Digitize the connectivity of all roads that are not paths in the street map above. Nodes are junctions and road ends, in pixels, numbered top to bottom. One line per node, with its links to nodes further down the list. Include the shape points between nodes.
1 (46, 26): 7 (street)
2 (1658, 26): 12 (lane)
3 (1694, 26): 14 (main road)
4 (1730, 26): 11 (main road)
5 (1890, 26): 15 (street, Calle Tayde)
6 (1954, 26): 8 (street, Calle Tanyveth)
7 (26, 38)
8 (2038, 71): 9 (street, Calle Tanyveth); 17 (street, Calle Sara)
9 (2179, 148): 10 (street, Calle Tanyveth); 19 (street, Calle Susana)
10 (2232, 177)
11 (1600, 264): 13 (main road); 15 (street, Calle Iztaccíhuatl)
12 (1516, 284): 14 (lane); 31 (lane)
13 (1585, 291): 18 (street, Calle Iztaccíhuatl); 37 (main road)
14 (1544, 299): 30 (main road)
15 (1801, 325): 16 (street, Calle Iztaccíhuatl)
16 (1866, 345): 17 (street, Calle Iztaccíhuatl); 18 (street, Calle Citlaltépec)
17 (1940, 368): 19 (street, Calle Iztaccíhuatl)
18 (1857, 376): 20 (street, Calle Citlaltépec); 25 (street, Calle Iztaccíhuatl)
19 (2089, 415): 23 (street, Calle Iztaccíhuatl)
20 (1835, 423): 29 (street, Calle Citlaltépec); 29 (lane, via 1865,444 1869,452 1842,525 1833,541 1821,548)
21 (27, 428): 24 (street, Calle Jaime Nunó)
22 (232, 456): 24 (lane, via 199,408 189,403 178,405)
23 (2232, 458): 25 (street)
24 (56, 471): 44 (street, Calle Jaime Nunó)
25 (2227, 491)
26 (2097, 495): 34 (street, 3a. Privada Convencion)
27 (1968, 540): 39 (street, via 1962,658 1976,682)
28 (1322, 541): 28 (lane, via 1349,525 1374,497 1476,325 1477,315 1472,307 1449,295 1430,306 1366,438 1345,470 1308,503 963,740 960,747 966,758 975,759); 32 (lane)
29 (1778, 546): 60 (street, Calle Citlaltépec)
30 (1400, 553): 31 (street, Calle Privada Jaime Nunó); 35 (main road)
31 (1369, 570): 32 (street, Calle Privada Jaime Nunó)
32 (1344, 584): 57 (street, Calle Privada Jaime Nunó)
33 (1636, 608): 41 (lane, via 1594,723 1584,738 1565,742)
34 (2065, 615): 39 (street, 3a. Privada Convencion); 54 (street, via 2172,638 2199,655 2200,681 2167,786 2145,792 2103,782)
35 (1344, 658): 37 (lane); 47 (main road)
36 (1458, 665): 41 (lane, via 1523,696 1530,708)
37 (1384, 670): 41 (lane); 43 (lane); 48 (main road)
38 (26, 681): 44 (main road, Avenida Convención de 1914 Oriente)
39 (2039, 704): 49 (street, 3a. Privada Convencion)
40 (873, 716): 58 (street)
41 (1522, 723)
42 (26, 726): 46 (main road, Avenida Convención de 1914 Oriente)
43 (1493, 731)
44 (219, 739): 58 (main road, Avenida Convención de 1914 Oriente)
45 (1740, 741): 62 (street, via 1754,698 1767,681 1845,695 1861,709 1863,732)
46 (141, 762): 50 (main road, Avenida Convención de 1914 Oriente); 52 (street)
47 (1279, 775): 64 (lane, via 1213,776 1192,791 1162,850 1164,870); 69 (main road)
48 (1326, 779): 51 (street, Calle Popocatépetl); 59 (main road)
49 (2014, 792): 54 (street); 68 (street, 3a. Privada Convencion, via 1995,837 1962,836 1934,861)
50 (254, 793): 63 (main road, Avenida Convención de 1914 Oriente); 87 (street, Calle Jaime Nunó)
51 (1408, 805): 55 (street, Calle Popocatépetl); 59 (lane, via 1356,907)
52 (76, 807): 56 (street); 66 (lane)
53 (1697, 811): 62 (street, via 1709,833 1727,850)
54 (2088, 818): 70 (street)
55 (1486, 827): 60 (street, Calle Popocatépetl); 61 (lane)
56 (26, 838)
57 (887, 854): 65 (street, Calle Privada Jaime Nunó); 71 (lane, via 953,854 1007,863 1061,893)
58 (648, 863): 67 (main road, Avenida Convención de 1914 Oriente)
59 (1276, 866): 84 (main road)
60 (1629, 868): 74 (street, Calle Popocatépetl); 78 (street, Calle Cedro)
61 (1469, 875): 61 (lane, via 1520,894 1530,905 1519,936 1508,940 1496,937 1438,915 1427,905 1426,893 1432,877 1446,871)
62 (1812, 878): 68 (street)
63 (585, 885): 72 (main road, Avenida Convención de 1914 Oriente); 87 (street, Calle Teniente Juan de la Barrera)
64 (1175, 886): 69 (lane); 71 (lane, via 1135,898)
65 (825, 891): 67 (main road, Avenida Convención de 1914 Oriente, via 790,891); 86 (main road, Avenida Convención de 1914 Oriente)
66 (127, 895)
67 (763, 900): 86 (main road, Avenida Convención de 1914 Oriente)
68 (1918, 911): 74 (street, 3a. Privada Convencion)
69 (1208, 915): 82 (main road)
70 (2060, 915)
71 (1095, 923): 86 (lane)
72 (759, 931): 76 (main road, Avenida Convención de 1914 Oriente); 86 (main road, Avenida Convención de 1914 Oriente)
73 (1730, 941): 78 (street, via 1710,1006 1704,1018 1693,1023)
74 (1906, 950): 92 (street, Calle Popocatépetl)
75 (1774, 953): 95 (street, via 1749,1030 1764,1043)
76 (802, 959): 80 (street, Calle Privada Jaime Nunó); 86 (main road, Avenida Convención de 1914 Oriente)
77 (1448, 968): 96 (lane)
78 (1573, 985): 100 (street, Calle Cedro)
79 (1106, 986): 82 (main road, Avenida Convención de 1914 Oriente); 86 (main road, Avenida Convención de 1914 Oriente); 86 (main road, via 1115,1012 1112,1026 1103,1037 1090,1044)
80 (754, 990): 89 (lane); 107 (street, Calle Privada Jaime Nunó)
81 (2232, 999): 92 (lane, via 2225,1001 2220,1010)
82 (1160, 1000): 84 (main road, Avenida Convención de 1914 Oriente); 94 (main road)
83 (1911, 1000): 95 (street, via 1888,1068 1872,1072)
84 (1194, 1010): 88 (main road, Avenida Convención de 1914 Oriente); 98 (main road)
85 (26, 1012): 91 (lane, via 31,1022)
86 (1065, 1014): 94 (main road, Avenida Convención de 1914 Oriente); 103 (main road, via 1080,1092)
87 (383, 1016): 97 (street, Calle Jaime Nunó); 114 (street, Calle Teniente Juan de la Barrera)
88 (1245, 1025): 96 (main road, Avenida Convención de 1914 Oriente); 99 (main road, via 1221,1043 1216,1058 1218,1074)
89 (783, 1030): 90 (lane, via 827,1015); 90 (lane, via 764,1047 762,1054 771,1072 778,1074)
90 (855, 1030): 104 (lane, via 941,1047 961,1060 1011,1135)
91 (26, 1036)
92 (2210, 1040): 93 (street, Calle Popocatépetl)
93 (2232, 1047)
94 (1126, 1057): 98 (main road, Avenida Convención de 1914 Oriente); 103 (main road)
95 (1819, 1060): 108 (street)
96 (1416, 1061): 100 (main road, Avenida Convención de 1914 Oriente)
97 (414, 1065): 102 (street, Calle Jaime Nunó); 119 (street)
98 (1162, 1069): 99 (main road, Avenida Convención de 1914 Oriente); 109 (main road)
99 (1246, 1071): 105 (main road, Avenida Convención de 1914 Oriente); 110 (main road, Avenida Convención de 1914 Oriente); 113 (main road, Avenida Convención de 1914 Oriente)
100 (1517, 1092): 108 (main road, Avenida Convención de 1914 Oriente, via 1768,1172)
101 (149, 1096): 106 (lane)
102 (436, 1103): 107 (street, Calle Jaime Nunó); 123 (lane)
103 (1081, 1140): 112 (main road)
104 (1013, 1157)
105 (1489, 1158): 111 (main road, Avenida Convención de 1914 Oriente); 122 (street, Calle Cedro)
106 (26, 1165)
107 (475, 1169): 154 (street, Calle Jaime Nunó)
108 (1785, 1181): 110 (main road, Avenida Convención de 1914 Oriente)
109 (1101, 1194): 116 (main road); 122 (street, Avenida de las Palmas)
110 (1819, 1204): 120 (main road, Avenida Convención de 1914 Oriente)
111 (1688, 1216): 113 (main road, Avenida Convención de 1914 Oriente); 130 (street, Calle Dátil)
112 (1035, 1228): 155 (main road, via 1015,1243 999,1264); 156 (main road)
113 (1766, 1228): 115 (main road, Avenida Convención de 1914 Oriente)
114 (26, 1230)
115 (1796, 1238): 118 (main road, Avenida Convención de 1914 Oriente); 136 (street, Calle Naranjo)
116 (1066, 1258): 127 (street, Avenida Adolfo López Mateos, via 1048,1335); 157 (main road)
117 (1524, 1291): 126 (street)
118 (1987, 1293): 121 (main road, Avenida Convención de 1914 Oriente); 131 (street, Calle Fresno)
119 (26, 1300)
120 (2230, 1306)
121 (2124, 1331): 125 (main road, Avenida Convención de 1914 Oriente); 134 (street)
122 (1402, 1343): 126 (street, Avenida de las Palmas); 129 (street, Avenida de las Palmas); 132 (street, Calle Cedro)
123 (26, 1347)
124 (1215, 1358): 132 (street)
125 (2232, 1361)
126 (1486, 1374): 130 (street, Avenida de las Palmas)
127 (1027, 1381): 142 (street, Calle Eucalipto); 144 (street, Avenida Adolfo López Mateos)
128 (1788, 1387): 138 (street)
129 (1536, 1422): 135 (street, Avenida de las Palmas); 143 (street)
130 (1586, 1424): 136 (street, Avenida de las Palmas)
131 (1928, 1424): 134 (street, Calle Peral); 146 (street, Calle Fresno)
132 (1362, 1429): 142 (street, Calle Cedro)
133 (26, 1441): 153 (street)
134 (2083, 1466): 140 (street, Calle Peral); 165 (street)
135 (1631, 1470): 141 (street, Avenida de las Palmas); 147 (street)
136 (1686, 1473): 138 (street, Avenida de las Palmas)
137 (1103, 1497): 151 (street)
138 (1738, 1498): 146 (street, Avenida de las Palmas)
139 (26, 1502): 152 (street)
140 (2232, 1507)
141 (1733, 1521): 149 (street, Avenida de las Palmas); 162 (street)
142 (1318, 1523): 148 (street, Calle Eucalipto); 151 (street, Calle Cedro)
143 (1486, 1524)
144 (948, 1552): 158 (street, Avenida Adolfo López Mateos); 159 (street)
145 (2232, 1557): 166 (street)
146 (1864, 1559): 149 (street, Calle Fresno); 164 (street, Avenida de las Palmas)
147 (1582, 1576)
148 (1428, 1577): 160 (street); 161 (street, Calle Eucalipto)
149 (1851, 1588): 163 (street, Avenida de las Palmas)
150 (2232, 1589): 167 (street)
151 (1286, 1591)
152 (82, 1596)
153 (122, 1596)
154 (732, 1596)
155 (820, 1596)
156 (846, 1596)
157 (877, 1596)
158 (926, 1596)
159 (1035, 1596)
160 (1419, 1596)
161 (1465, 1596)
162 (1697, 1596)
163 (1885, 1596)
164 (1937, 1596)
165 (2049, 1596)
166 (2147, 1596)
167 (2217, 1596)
────────────────────
What you have to do: Please go line by line through the records above, copying each one that holds the string "Privada".

Response to this task:
26 (2097, 495): 34 (street, 3a. Privada Convencion)
30 (1400, 553): 31 (street, Calle Privada Jaime Nunó); 35 (main road)
31 (1369, 570): 32 (street, Calle Privada Jaime Nunó)
32 (1344, 584): 57 (street, Calle Privada Jaime Nunó)
34 (2065, 615): 39 (street, 3a. Privada Convencion); 54 (street, via 2172,638 2199,655 2200,681 2167,786 2145,792 2103,782)
39 (2039, 704): 49 (street, 3a. Privada Convencion)
49 (2014, 792): 54 (street); 68 (street, 3a. Privada Convencion, via 1995,837 1962,836 1934,861)
57 (887, 854): 65 (street, Calle Privada Jaime Nunó); 71 (lane, via 953,854 1007,863 1061,893)
68 (1918, 911): 74 (street, 3a. Privada Convencion)
76 (802, 959): 80 (street, Calle Privada Jaime Nunó); 86 (main road, Avenida Convención de 1914 Oriente)
80 (754, 990): 89 (lane); 107 (street, Calle Privada Jaime Nunó)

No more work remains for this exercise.